Identification and functional analysis of the gene cluster for L-arabinose utilization in Corynebacterium glutamicum.
Appl. Environ. Microbiol. 75: 3419-3429. 2009.
H. Kawaguchi, M. Sasaki, A.A. Vertès, M. Inui and H. Yukawa.

Simultaneous utilization of D-cellobiose, D-glucose, and D-xylose by recombinant Corynebacterium glutamicum under oxygen-deprived conditions.
Appl. Microbiol. Biotechnol. 81: 691-699. 2008.
M. Sasaki, T. Jojima, M. Inui and H. Yukawa.

Engineering of an L-arabinose metabolic pathway in Corynebacterium glutamicum.
Appl. Microbiol. Biotechnol. 77: 1053-1062. 2008.
H. Kawaguchi, M. Sasaki, A.A. Vertès, M. Inui and H. Yukawa.

Effect of lignocellulose-derived inhibitors on growth of and ethanol production by growth-arrested Corynebacterium glutamicum R.
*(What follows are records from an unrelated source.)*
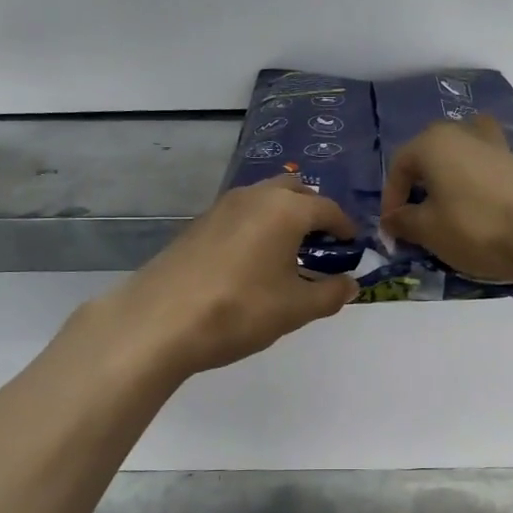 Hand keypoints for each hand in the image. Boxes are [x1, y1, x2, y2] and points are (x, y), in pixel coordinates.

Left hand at [104, 176, 360, 375]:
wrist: (160, 322)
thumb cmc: (240, 311)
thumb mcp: (296, 309)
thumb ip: (330, 293)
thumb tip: (350, 284)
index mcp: (285, 209)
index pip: (328, 208)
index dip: (345, 228)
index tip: (352, 248)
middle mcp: (254, 196)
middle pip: (295, 190)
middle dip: (313, 212)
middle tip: (320, 246)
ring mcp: (221, 207)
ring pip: (264, 198)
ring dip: (282, 217)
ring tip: (287, 255)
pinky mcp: (197, 224)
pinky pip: (240, 215)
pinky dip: (256, 227)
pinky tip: (251, 262)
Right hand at [381, 117, 512, 283]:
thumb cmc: (475, 226)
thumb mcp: (428, 230)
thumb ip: (404, 221)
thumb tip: (392, 218)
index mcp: (433, 141)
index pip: (399, 166)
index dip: (391, 199)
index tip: (392, 229)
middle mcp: (463, 132)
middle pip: (431, 156)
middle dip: (420, 187)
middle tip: (417, 218)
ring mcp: (496, 145)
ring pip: (461, 160)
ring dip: (449, 183)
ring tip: (448, 211)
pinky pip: (486, 172)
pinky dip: (476, 189)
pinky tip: (480, 214) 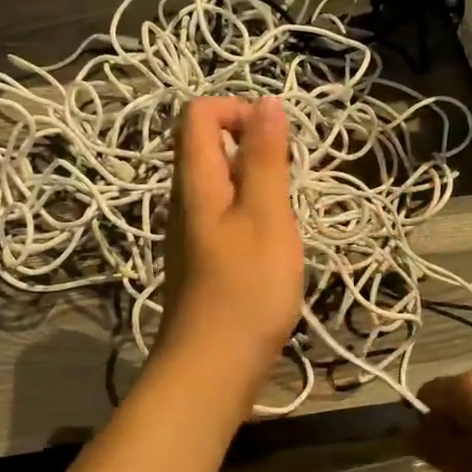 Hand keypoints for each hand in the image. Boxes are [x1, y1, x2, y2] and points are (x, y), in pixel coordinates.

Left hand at [158, 96, 303, 396]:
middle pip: (207, 145)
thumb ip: (266, 159)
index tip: (275, 141)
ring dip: (256, 184)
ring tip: (283, 219)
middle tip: (287, 185)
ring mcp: (189, 232)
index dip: (238, 111)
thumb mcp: (266, 217)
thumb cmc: (246, 291)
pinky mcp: (201, 259)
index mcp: (195, 182)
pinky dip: (251, 214)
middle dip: (253, 148)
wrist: (212, 369)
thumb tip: (266, 102)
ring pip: (219, 183)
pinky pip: (224, 215)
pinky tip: (271, 248)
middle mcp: (184, 200)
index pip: (199, 114) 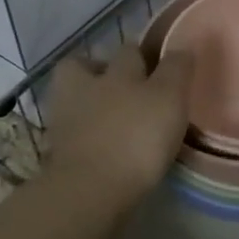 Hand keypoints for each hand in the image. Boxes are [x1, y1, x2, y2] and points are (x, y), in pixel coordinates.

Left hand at [42, 44, 192, 213]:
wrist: (91, 191)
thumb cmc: (135, 137)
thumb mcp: (168, 97)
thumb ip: (176, 70)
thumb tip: (182, 47)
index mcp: (116, 70)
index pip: (130, 51)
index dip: (143, 54)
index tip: (157, 64)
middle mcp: (85, 86)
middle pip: (85, 67)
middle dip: (101, 71)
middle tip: (125, 87)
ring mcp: (65, 120)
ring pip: (73, 100)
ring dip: (89, 104)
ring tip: (113, 119)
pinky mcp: (57, 152)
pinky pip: (72, 134)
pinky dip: (85, 135)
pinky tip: (102, 146) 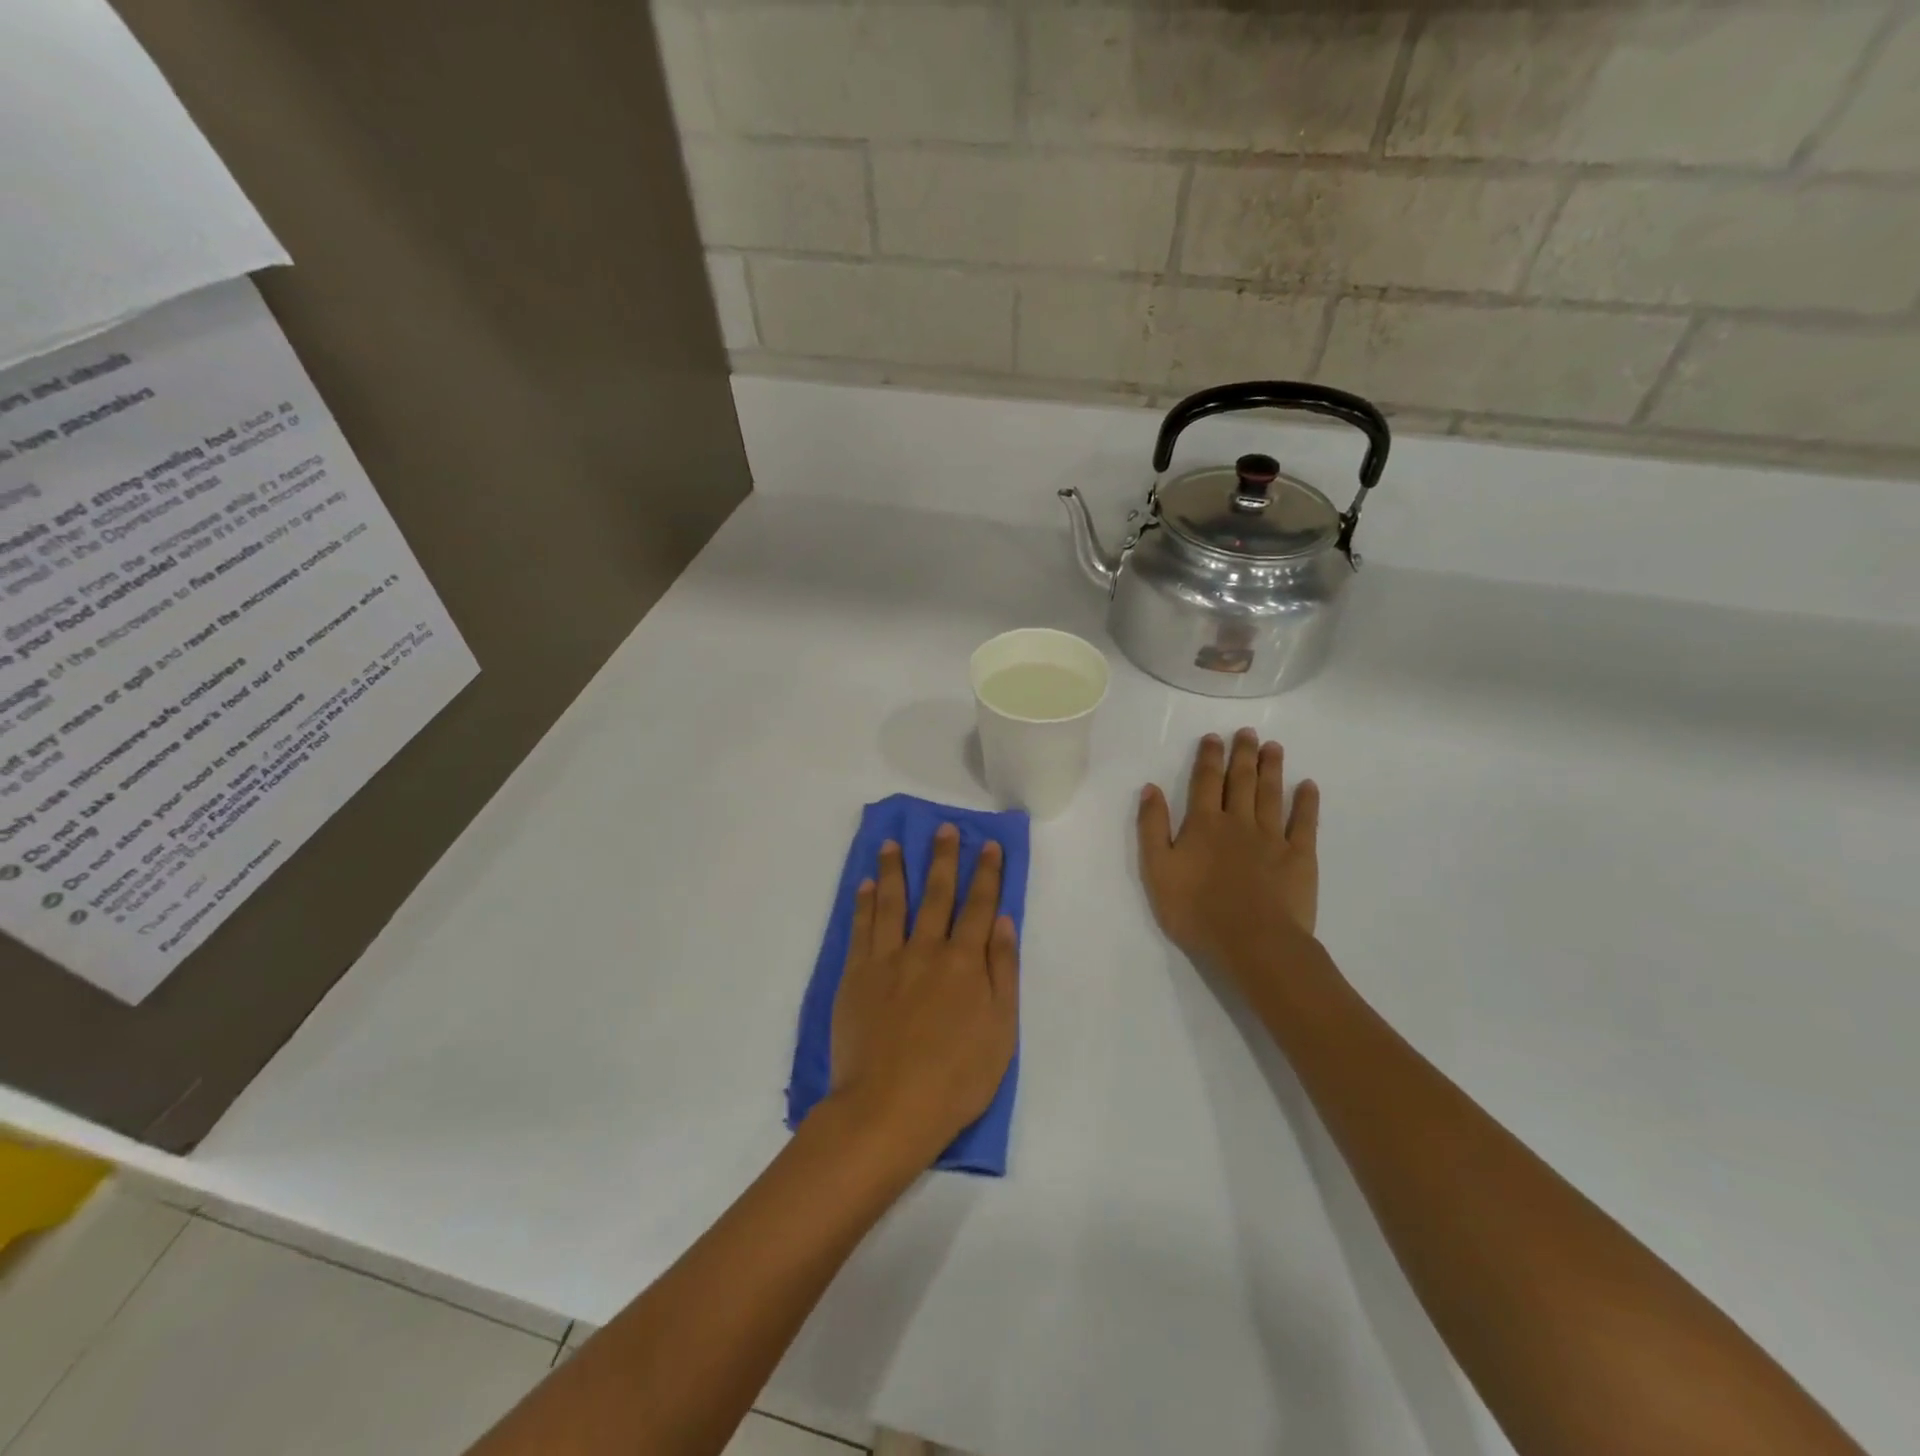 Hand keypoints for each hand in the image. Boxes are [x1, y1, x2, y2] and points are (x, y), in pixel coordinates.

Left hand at [827, 825, 1019, 1163]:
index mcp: (965, 962)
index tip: (988, 845)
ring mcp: (887, 960)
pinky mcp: (856, 976)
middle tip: (944, 828)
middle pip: (937, 894)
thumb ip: (1002, 970)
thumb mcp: (1001, 1030)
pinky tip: (866, 885)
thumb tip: (1002, 920)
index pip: (979, 906)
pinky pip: (861, 929)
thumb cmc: (956, 1078)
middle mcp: (926, 949)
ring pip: (893, 902)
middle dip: (943, 858)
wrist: (889, 1108)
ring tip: (893, 843)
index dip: (986, 874)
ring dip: (895, 869)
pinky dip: (864, 903)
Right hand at [1137, 730, 1321, 982]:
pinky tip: (1308, 786)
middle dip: (1243, 754)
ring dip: (1271, 769)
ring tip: (1273, 747)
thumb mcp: (1157, 870)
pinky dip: (1306, 803)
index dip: (1209, 757)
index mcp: (1203, 824)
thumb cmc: (1196, 910)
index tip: (1213, 737)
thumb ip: (1153, 827)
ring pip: (1271, 794)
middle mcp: (1238, 822)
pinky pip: (1304, 823)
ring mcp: (1272, 838)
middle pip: (1241, 781)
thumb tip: (1151, 788)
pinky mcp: (1299, 857)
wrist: (1252, 941)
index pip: (1205, 782)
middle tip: (1248, 732) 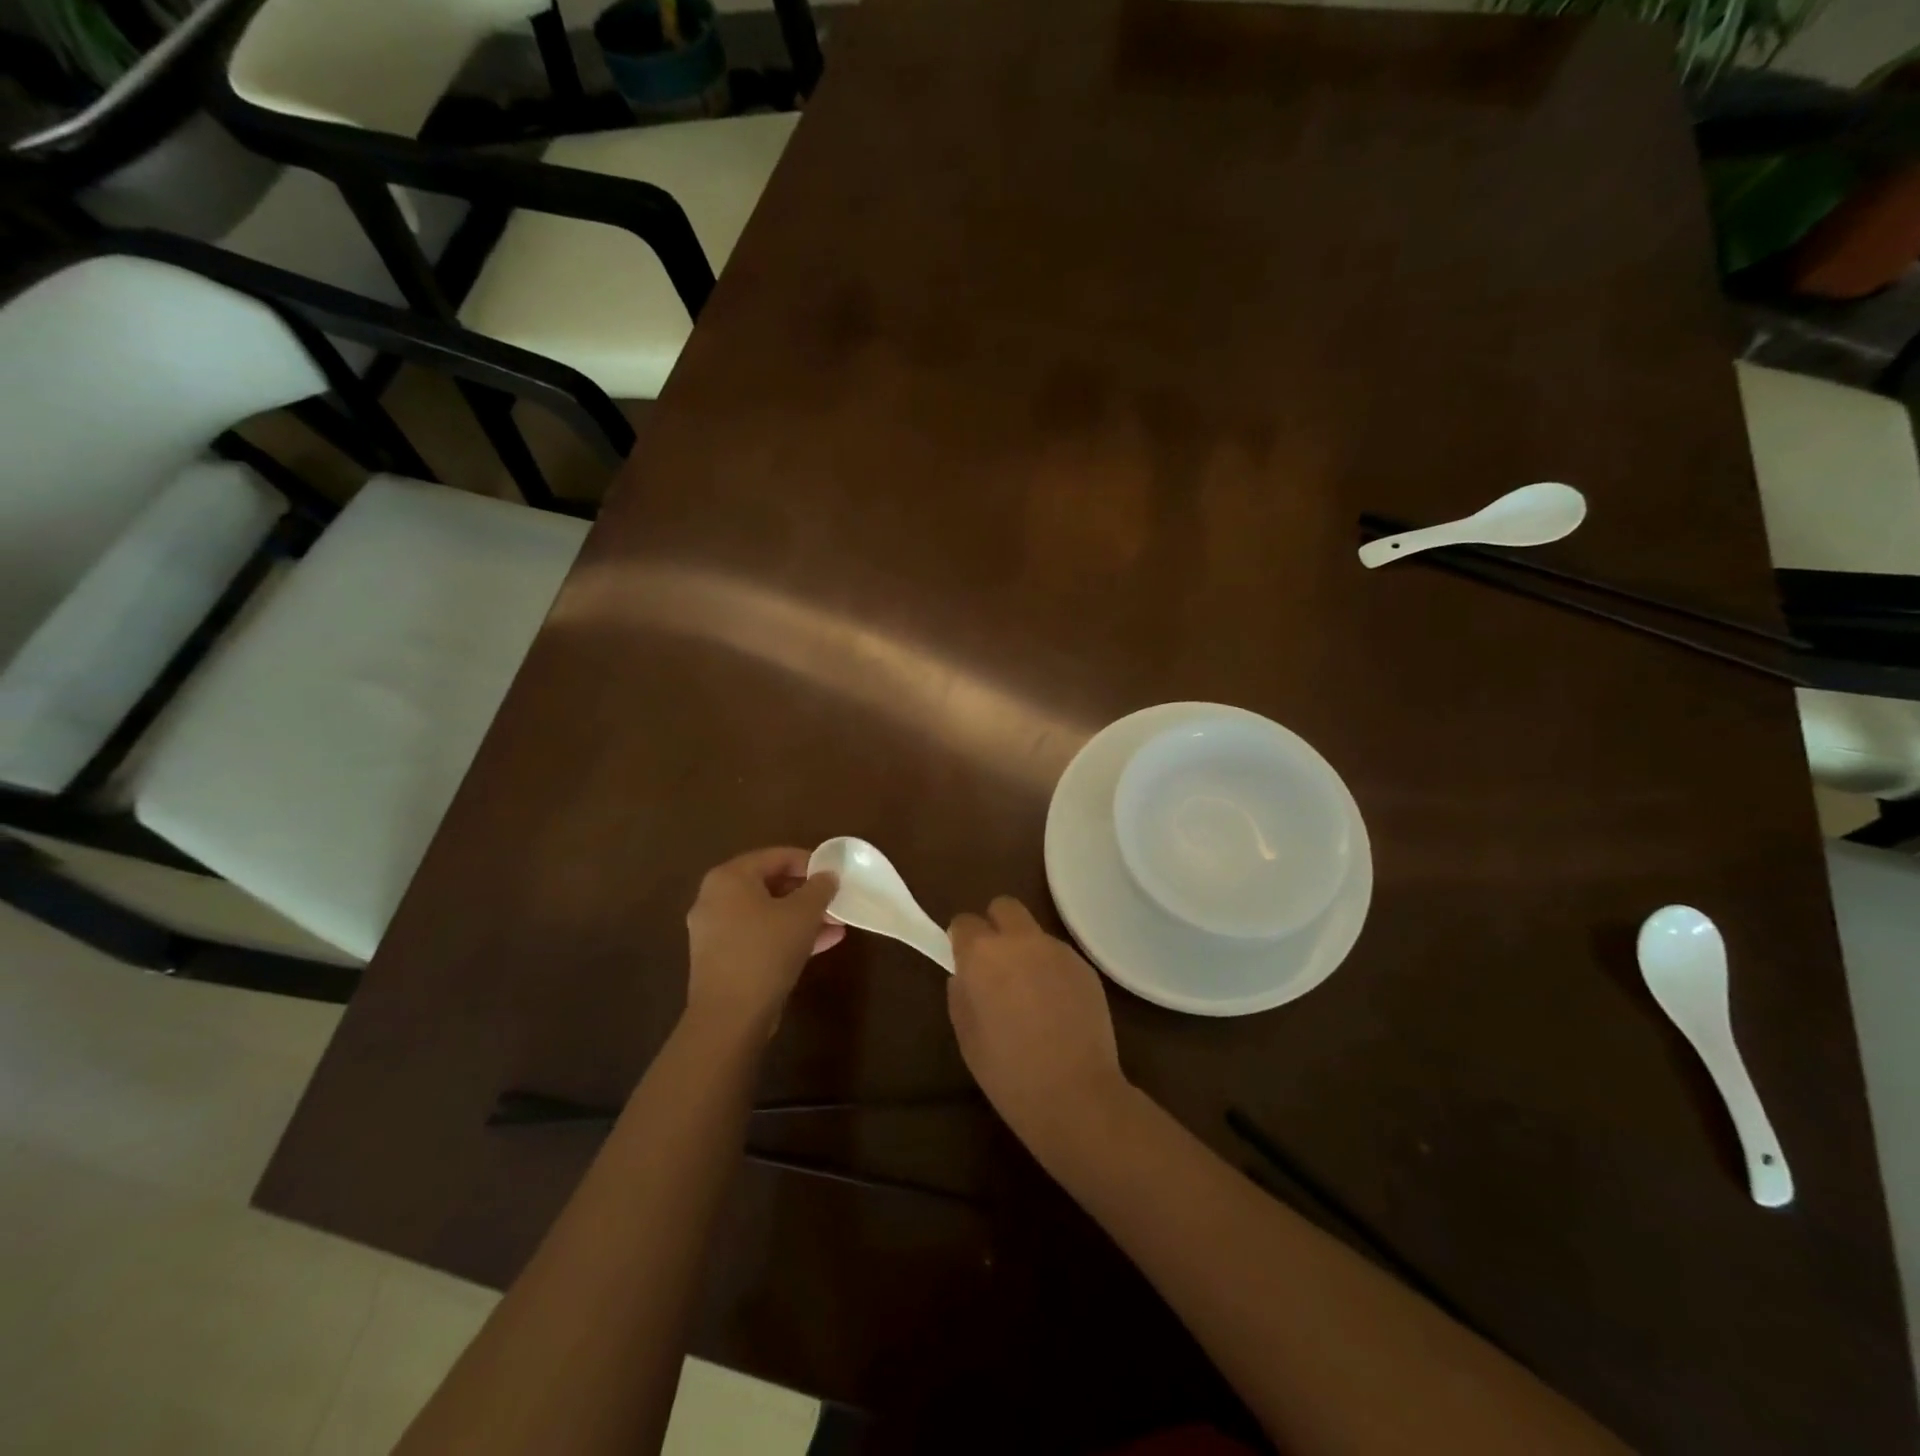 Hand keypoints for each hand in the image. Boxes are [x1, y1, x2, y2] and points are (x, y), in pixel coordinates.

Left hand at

Appl. Environ. Microbiol. 73: 2349-2353. 2007.
S. Sakai, Y. Tsuchida, H. Nakamoto, S. Okino, O. Ichihashi, H. Kawaguchi, T. Watanabe, M. Inui and H. Yukawa.

Engineering of a xylose metabolic pathway in Corynebacterium glutamicum.
Appl. Environ. Microbiol. 72: 3418-3428. 2006.
H. Kawaguchi, A.A. Vertès, S. Okino, M. Inui and H. Yukawa.

Metabolic engineering of Corynebacterium glutamicum for fuel ethanol production under oxygen-deprivation conditions.
J. Mol. Microbiol. Biotechnol.
8: 243-254. 2004.
M. Inui, H. Kawaguchi, S. Murakami, A.A. Vertès and H. Yukawa.

Bacteria engineered for fuel ethanol production: current status.
Appl. Microbiol. Biotechnol. 63: 258-266. 2003.
B.S. Dien, M.A. Cotta and T.W. Jeffries.